Speaking with Daily Trust, Managing Director of Rent Small Small, Mr. Tunde Balogun, confirmed the development in the upmarket saying it “is experiencing the sharpest sales and rental decline.”
He said many developers have lost billions of naira even as the majority secured bank loans to develop the properties.
Balogun said while the industry would rebound in the future with sale prices gaining more value, many developers don’t have the financial muscle to wait for too long.
For instance, he noted that some developers converting their properties meant for sale to rental could have waited till there is stability in the market but it is uncertain when the situation would improve.
“COVID-19 has not only created economic chaos but also brought about further devaluation to our currency. This means purchasing power has reduced significantly.
“So this developer in question is already counting his losses for today but betting against the future where he possibly can sell at a higher price. Sadly, not many developers have the financial muscle to wait as most are funded with loaned cash. Most will likely go red.

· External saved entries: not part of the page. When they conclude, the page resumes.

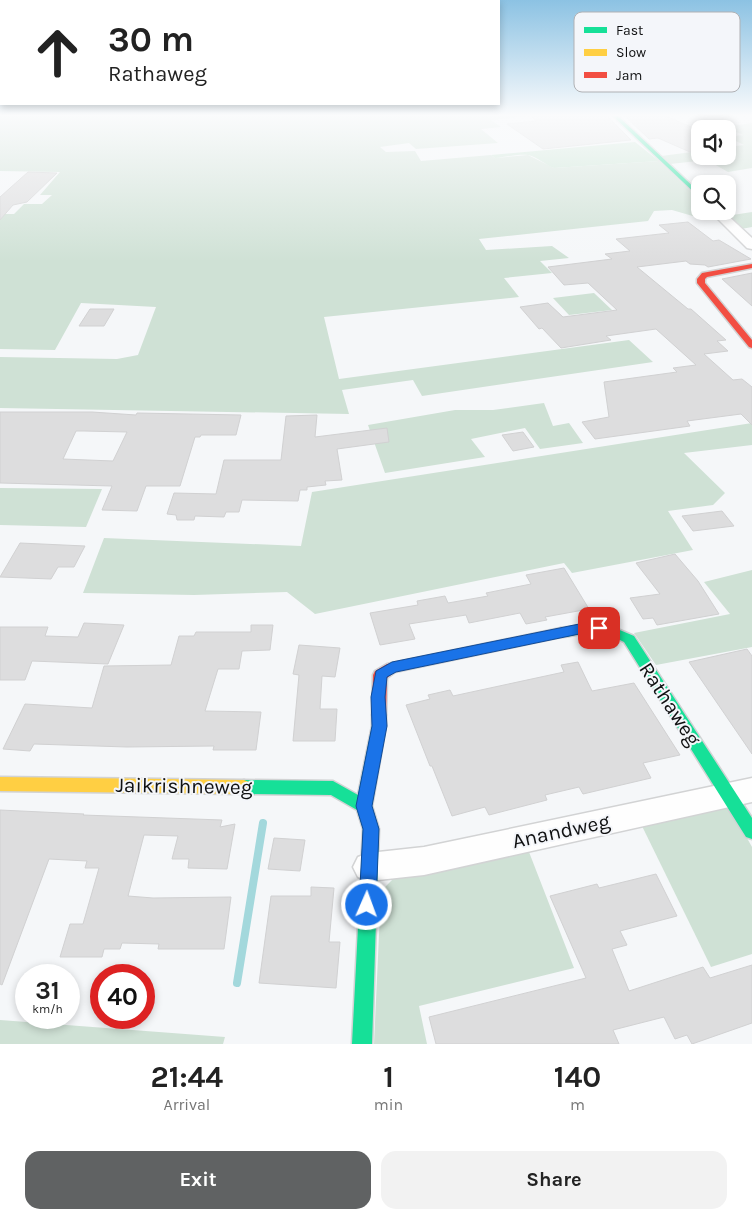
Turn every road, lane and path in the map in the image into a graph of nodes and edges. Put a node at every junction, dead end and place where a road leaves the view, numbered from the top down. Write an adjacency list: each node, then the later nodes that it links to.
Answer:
1 (667, 165): 2 (street)
2 (691, 188)
3 (726, 220): 4 (street)
4 (752, 245)
5 (752, 266): 6 (street)
6 (752, 345)
7 (0, 784): 9 (street, Jaikrishneweg)
8 (740, 792): 9 (street, Rathaweg); 10 (street); 11 (street, Anandweg)
9 (364, 806): 11 (street)
10 (752, 832)
11 (369, 867): 12 (street)
12 (362, 1044)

“The rental market will continue to see some activities. Not everybody can afford to buy, but people need a place to stay. If you can’t buy, you rent. Therefore, the rental market will do better than the sales market in highbrow areas, but generally, the vacancy will be high,” the real estate expert said.
Also speaking, Mr. James Oluwayemi of JS_Pace Homes, however, believed that despite the recession, a lot of people still bought properties in the upscale market.
According to him, the vacancies noticed in the highbrow areas of Banana Island, Ikoyi, among others could have been that those properties were developed for investment purposes with the expectation of significant yields in the future.
He said, “To an extent, people were actually buying properties. To be sincere with you, 2020, despite the hiccups, a whole lot of people still bought properties, especially in Ikoyi.
“If there is an increase in vacancy rates, it could be that the people who have bought such properties are trying to use them for investment purposes.”